-- Data --
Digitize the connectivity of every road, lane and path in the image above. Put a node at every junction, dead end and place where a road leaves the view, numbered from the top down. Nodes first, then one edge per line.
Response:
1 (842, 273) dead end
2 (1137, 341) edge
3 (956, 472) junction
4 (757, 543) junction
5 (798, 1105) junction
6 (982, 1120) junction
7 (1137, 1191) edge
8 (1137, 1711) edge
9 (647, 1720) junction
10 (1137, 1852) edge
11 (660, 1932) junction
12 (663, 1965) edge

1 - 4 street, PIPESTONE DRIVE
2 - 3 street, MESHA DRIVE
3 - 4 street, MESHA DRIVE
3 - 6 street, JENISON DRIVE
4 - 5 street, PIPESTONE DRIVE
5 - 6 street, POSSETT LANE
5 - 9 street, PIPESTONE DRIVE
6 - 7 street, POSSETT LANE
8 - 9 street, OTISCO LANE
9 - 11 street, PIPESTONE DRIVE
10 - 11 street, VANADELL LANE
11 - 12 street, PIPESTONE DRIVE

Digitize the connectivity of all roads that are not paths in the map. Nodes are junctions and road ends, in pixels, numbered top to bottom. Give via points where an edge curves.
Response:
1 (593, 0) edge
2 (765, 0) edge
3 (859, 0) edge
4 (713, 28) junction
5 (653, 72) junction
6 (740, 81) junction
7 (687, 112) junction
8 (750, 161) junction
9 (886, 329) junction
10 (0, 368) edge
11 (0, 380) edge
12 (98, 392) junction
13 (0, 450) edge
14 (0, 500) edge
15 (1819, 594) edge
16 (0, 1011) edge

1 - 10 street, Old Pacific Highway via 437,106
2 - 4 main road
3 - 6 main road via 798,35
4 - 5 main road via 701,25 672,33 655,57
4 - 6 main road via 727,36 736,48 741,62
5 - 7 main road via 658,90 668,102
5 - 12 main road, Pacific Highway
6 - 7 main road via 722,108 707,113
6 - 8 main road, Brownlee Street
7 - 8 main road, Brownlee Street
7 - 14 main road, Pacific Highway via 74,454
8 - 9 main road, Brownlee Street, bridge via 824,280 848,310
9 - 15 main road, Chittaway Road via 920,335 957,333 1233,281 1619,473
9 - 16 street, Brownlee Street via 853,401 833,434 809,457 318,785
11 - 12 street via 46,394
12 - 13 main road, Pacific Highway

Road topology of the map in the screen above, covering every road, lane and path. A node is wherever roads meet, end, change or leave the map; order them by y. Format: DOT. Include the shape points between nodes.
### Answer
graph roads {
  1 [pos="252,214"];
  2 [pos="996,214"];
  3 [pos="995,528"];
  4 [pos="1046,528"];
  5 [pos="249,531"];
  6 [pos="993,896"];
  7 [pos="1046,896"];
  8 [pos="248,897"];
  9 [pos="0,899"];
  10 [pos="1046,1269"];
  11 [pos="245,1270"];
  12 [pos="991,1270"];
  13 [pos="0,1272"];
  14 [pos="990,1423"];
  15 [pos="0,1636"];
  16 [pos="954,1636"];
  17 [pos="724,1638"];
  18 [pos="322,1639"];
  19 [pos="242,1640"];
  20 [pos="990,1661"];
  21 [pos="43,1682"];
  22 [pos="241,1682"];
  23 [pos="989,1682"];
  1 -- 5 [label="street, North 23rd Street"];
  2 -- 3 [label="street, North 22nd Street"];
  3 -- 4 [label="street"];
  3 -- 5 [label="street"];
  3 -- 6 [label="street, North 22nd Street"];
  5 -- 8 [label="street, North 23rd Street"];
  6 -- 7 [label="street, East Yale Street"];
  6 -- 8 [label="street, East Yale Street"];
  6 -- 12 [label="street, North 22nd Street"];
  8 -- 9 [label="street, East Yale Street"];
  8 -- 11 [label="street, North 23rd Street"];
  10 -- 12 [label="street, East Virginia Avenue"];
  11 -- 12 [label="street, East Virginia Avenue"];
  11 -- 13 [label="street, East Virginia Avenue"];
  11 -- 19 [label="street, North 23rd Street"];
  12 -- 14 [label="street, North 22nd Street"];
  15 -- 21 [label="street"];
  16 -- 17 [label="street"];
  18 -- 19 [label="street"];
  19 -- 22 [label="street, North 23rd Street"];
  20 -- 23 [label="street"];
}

-- Task requirements --
List all lines in the material containing the string "above".

-- Solution to this exercise --
Digitize the connectivity of every road, lane and path in the image above. Put a node at every junction, dead end and place where a road leaves the view, numbered from the top down. Nodes first, then one edge per line.
Road topology of the map in the screen above, covering every road, lane and path. A node is wherever roads meet, end, change or leave the map; order them by y. Format: DOT. Include the shape points between nodes.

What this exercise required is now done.